Task brief: Please say how many lines of the listing hold "Clos", with no other words in the answer.

Source information:
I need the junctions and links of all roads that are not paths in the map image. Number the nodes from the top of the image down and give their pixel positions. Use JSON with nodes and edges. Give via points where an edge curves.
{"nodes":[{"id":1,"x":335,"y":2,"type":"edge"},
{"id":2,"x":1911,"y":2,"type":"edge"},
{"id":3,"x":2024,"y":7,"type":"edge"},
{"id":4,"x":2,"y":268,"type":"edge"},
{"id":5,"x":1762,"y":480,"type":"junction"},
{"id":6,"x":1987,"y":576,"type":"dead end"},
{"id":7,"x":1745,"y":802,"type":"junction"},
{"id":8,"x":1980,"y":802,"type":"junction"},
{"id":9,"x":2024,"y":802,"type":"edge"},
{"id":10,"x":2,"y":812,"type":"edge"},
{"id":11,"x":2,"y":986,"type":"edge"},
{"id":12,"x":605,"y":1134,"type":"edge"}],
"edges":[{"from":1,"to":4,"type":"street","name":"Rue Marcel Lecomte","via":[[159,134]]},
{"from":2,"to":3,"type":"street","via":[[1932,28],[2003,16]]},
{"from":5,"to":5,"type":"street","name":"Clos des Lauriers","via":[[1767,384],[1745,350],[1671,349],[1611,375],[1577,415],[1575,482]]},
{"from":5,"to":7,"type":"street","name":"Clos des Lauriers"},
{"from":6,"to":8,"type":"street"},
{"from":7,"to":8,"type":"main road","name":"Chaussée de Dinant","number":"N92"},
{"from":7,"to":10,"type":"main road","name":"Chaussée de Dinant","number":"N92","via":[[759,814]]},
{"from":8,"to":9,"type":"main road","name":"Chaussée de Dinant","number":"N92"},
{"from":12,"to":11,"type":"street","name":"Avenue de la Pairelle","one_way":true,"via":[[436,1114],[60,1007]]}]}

==

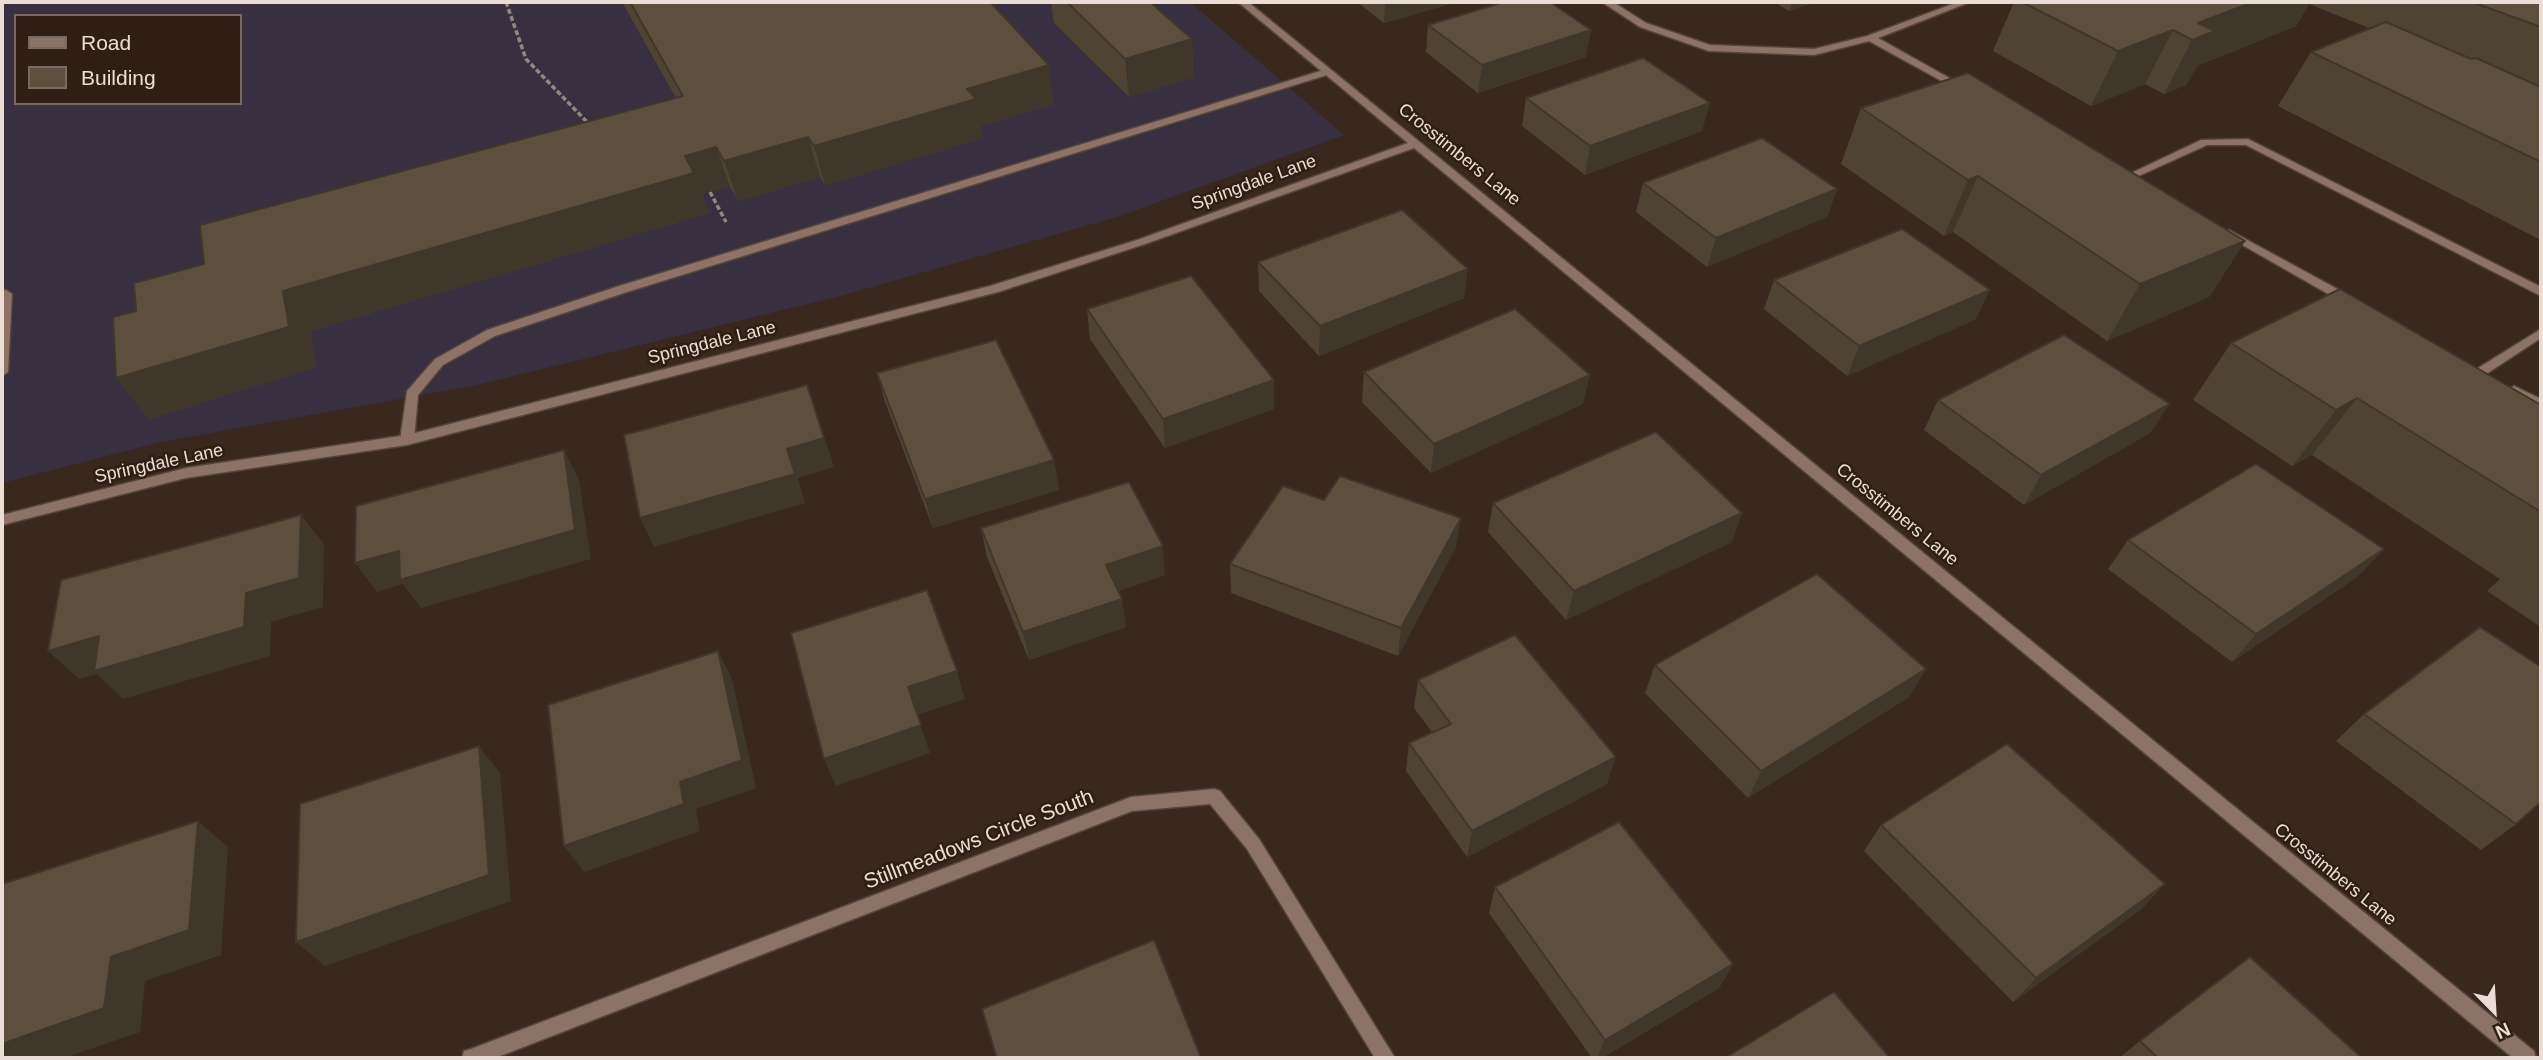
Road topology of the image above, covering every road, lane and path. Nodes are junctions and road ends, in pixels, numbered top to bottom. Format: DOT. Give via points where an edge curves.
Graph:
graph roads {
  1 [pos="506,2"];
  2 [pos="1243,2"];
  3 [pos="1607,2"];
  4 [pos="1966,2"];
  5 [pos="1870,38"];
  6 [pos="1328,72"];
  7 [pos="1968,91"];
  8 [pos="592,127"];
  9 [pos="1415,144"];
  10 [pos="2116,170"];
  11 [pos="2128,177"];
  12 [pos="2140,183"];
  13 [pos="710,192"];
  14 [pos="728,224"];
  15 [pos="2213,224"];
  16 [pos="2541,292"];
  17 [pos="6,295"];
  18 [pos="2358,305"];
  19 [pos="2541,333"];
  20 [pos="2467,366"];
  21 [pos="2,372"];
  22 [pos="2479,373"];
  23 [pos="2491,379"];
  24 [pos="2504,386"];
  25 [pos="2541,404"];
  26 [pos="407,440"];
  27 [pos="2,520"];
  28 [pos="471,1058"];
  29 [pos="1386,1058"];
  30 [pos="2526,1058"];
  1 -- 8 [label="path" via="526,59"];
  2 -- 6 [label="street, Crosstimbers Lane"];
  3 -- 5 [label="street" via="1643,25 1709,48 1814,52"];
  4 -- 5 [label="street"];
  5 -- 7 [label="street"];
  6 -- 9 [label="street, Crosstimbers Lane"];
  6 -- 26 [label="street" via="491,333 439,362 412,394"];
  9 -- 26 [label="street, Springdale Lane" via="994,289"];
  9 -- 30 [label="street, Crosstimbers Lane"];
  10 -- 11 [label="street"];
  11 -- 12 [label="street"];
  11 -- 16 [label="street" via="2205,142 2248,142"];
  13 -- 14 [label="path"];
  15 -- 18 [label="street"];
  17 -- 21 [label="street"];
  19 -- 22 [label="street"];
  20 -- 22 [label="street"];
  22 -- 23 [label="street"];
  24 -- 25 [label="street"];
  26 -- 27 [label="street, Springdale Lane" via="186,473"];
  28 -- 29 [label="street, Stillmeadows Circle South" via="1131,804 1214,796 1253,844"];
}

Output below: 2